O cotidiano pode ser compreendido como ritmo que rege o dia a dia. É o conjunto de movimentos que compõe os dias de cada indivíduo e é também, portanto, diferente para cada pessoa e em cada lugar em que elas se encontram.
Quando em conjunto, o cotidiano das pessoas passa despercebido. As particularidades de cada um nos espaços públicos dificilmente são reconhecidas, tanto por estarem diluídas em meio a tantos outros cotidianos quanto por não estarem onde não se sentem tão à vontade, ou seja, fora de casa.
Diferentemente dos espaços públicos, em casa, as particularidades de cada cotidianidade tornam-se aparentes. É dentro de casa, fora da vista alheia, que a vida cotidiana ganha privacidade e as pessoas realizam atividades cotidianas íntimas, relativas a sua vida particular.
A interface entre essa vida particular e o espaço público é feita através das janelas. Estas são, assim, como vitrines da vida cotidiana de cada residência. Ainda que discretamente, as janelas podem revelar sobre o espaço interno da casa para o exterior e representam, em conjunto, variação e identidade numa malha regular regrada pela arquitetura.
Nas grandes metrópoles, os edifícios são o vetor vertical do cotidiano urbano, resultado do empilhamento do habitar, trabalhar, etc. Esse agrupamento de cotidianos permite dispor os habitantes da cidade em um espaço menor, mas também serve para diminuir a interface realizada pelas janelas. Quanto mais alto é o apartamento, mais indireta é a relação desse apartamento com a rua. Sendo assim, é possível encontrar espaços de privacidade nas mais movimentadas ruas e avenidas.
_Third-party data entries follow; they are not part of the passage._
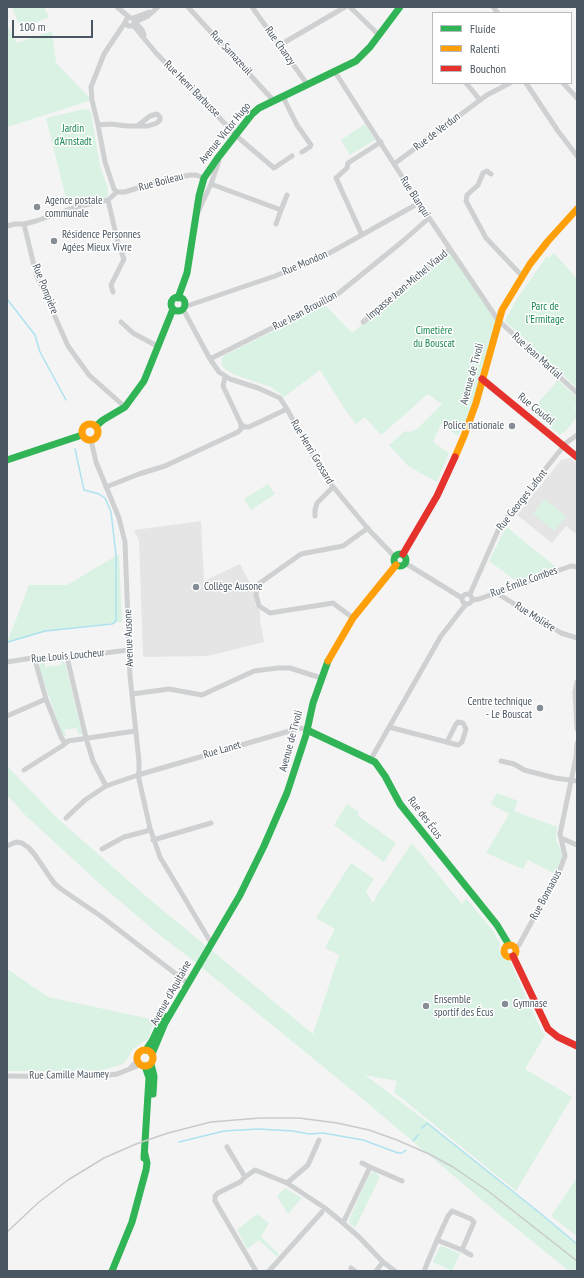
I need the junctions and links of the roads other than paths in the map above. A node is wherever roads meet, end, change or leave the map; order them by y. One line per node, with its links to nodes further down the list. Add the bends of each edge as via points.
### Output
1 (116, 7): 9 (street)
2 (188, 7): 22 (street, Rue Samazeuil)
3 (252, 7): 13 (street, Rue Chanzy)
4 (345, 7): 13 (street)
5 (350, 7): 11 (street)
6 (400, 7): 11 (street, Avenue Victor Hugo)
7 (157, 8): 8 (street); 9 (street)
8 (148, 16): 9 (street); 10 (street)
9 (130, 21): 10 (street, Rue Henri Barbusse); 12 (street, Rue Henri Barbusse); 24 (street, via 104,54 91,87)
10 (142, 30): 12 (street, Rue Henri Barbusse)
11 (378, 35): 14 (street, Avenue Victor Hugo, via 356,61)
12 (148, 43): 26 (street, Rue Henri Barbusse)
13 (280, 45): 15 (street, Rue Chanzy)
14 (335, 72): 15 (street, Avenue Victor Hugo); 27 (street, Rue Blanqui)
15 (307, 84): 20 (street, Avenue Victor Hugo)
16 (467, 84): 23 (street)
17 (508, 84): 23 (street, Rue de Verdun)
18 (527, 84): 30 (street)
19 (564, 84): 21 (street)
20 (284, 95): 22 (street, Avenue Victor Hugo); 28 (street, via 284,101 311,145)
21 (577, 98)
22 (273, 100): 26 (street, Avenue Victor Hugo, via 256,111)
23 (480, 100): 32 (street, Rue de Verdun)
24 (98, 125): 25 (street); 36 (street, via 105,162)
25 (137, 126)
26 (236, 135): 29 (street, Rue Henri Barbusse, via 274,168); 31 (street, Avenue Victor Hugo)
27 (381, 142): 32 (street, Rue Blanqui); 47 (street, via 348,164 336,178)
28 (302, 152)
29 (292, 156)
30 (577, 156)
31 (217, 158): 34 (street, Avenue Victor Hugo); 35 (street, via 219,161)
32 (394, 164): 39 (street, Rue Blanqui)
33 (491, 174): 49 (street, via 487,171 483,173 478,185 467,195 466,201 486,238)
34 (204, 178): 36 (street, Rue Boileau, via 190,175); 42 (street, Avenue Victor Hugo)
35 (211, 184): 41 (street); 42 (street)
36 (117, 192): 38 (street)
37 (287, 195): 41 (street)
38 (108, 200): 44 (street, via 76,207); 50 (street, via 124,259 111,285)
39 (419, 203): 43 (street, Rue Blanqui); 47 (street, Rue Mondon)
40 (577, 209): 49 (street, Avenue de Tivoli)
41 (281, 210): 45 (street)
42 (196, 215): 51 (street, Avenue Victor Hugo, via 186,276)
43 (429, 218): 48 (street, Rue Blanqui); 58 (street, Rue Jean Brouillon, via 334,297)
44 (24, 224): 46 (street); 62 (street, Rue Pompière, via 36,274 68,346 89,375)
45 (276, 224)
46 (7, 226)
47 (362, 235): 52 (street, Rue Mondon, via 326,255)
48 (450, 249): 54 (street, Rue Blanqui); 56 (street, Impasse Jean-Michel Viaud)
49 (522, 276): 54 (street, Avenue de Tivoli)
50 (113, 292)
51 (178, 298): 52 (street, via 184,301); 53 (street, via 172,303)
52 (184, 308): 53 (street, via 179,311); 58 (street)
53 (173, 309): 57 (street)
54 (498, 320): 60 (street, Avenue de Tivoli); 61 (street, Rue Jean Martial)
55 (121, 322): 57 (street, via 133,333)
56 (363, 322)
57 (157, 346): 62 (street, via 144,381)
58 (210, 359): 59 (street, via 219,372)
59 (226, 376): 63 (street, via 275,395); 64 (street, via 223,386)
60 (482, 380): 69 (street, Rue Coudol); 76 (street, Avenue de Tivoli, via 469,422 446,478)
61 (577, 392)
62 (125, 407): 65 (street)
63 (287, 409): 64 (street, Rue Henri Grossard, via 249,427); 73 (street, Rue Henri Grossard)
64 (242, 424): 72 (street, via 238,432 186,457)
65 (96, 426): 66 (street, via 85,425); 68 (street, via 98,435)
66 (82, 435): 68 (street, via 85,439); 71 (street)
67 (577, 435): 69 (street, Rue Georges Lafont)
68 (91, 440): 72 (street, Avenue Ausone, via 96,462)
69 (564, 446): 70 (street, Rue Coudol); 82 (street, Rue Georges Lafont, via 500,526)
70 (577, 457)
71 (7, 460)
72 (106, 486): 87 (street, Avenue Ausone, via 119,518 125,542)
73 (333, 487): 74 (street, via 317,503); 75 (street, Rue Henri Grossard)
74 (315, 516)
75 (368, 528): 77 (street, Rue Henri Grossard); 85 (street, via 343,546 301,554 260,583 257,588 259,606 270,613 333,603)
76 (403, 554): 77 (street); 78 (street)
77 (394, 556): 79 (street)
78 (405, 563): 79 (street, via 402,566); 83 (street)
79 (396, 565): 85 (street, Avenue de Tivoli)
80 (577, 567): 81 (street, Rue Émile Combes, via 571,566)
81 (496, 592): 82 (street, Rue Émile Combes, via 479,599); 86 (street, Rue Molière, via 561,633)
82 (471, 597): 83 (street, via 465,594); 84 (street, via 470,603)
83 (462, 598): 84 (street)
84 (466, 604): 96 (street, via 441,636)
85 (353, 618): 91 (street, Avenue de Tivoli)
86 (577, 638)
87 (129, 650): 88 (street, Rue Louis Loucheur); 93 (street, Avenue Ausone)
88 (67, 657): 89 (street, Rue Louis Loucheur); 100 (street)
89 (35, 660): 90 (street, Rue Louis Loucheur, via 32,658); 94 (street)
90 (7, 662)
91 (320, 678): 93 (street, via 290,668 278,668 254,671 202,695 170,689); 98 (street, Avenue de Tivoli)
92 (577, 682): 97 (street)
93 (132, 694): 99 (street, Avenue Ausone)
94 (46, 698): 95 (street); 102 (street)
95 (7, 716)
96 (389, 727): 101 (street); 104 (street)
97 (577, 729)
98 (307, 730): 104 (street, Rue des Écus); 107 (street, Rue Lanet, via 300,728); 118 (street, Avenue de Tivoli, via 275,822 244,888 220,931)
99 (135, 731): 100 (street); 107 (street, Avenue Ausone)
100 (86, 738): 102 (street); 109 (street, via 93,761)
101 (447, 742): 101 (street, via 460,745 466,729 463,724 456,724)
102 (65, 743): 106 (street)
103 (577, 743): 108 (street, Rue Bonnaous)
104 (371, 759): 119 (street, Rue des Écus, via 378,765 400,804)
105 (501, 761): 108 (street, via 524,770)
106 (24, 770)
107 (138, 775): 109 (street, Rue Lanet); 112 (street, Avenue Ausone)
108 (574, 781): 113 (street, Rue Bonnaous, via 561,828)
109 (106, 786): 110 (street, Rue Lanet, via 85,800)
110 (66, 818)
111 (211, 823): 114 (street)
112 (150, 828): 114 (street, Avenue Ausone); 117 (street, via 124,837)
113 (561, 838): 115 (street); 119 (street, Rue Bonnaous, via 565,856 559,872 519,945)
114 (153, 840): 118 (street, Avenue Ausone, via 160,857)
115 (577, 845)
116 (7, 846): 121 (street, via 16,842 29,848 54,883 102,916)
117 (102, 849)
118 (210, 942): 120 (street, Avenue de Tivoli); 121 (street, Avenue d'Aquitaine)
119 (513, 950): 122 (street, Rue des Écus, via 548,1029)
120 (196, 962): 121 (street, Avenue d'Aquitaine)
121 (185, 984): 123 (street, Avenue d'Aquitaine, via 159,1024)
122 (577, 1046)
123 (149, 1052): 124 (street, via 153,1058); 124 (street, via 139,1053)
124 (143, 1064): 125 (street, Rue Camille Maumey, via 109,1075); 139 (street, via 149,1078 146,1170)
125 (7, 1076)
126 (319, 1140): 132 (street, via 308,1165)
127 (227, 1147): 130 (street)
128 (362, 1163): 129 (street)
129 (370, 1167): 131 (street); 134 (street)
130 (245, 1176): 132 (street, via 255,1170); 140 (street, via 240,1182 215,1196 215,1201)
131 (402, 1180)
132 (287, 1183): 134 (street)
133 (322, 1212): 141 (street)
134 (343, 1222): 138 (street)
135 (437, 1240): 136 (street); 136 (street, via 452,1211 474,1222); 144 (street)
136 (462, 1250): 137 (street)
137 (471, 1255)
138 (383, 1262): 142 (street); 143 (street)
139 (114, 1271)
140 (256, 1271)
141 (269, 1271)
142 (376, 1271)
143 (395, 1271)
144 (424, 1271)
O Elevado Costa e Silva, mais conhecido como Minhocão, é o exemplo paulistano de cotidiano exposto e casa como vitrine. Construído em 1971 com o intuito de multiplicar a capacidade viária da região, estabelece uma conexão de 3,5 km unindo as regiões leste e oeste na cidade. O alargamento da rua para cima fez com que os primeiros andares dos prédios do entorno fossem diretamente afetados pela obra. Os moradores dos primeiros andares dos edifícios da região viram-se, então, em uma condição urbana muito específica na qual a separação entre público e privado é mínima, de modo que suas casas transformaram-se em vitrines para essa nova via elevada.
entrega III
A perspectiva ilustrativa desenhada em um cartaz que propagandeava a construção e concepção do elevado durante a ditadura militar não continha o desenho dos prédios que compunham o seu entorno. A estrutura pré-moldada de concreto protendido, a maior da américa latina (sic), estava fortemente destacada, enquanto o entorno compunha uma cidade genérica, fraca e distante.
A cidade que se desenrola em seu entorno, no entanto, é muito específica, presente e indiscutivelmente próxima da estrutura viária elevada que lhe foi imposta. Quase cinquenta anos depois de sua concepção, o elevado é __________.
Através da observação de relações espontâneas de adaptação dos moradores ao que lhes é imposto – uma via elevada de circulação em momentos diferentes tanto de automóveis como de pessoas – o trabalho procura abordar, através da ficção, futuros distópicos para o minhocão.
Este livro se divide em duas partes, uma parte real e uma parte ficcional. Na primeira será colocado um olhar externo através de fotos e categorizações – do minhocão para as janelas, a relação que se dá pelo lado de fora, na via – e um olhar interno – a voz dos moradores através de entrevistas e fotos internas, a janela que olha o elevado. Na segunda parte a discussão sobre os possíveis futuros do minhocão, a ficção que procura extrapolar o real, buscando tanto um olhar externo com colagens, quanto um olhar interno através de contos que tocam no que há de mais humano no minhocão.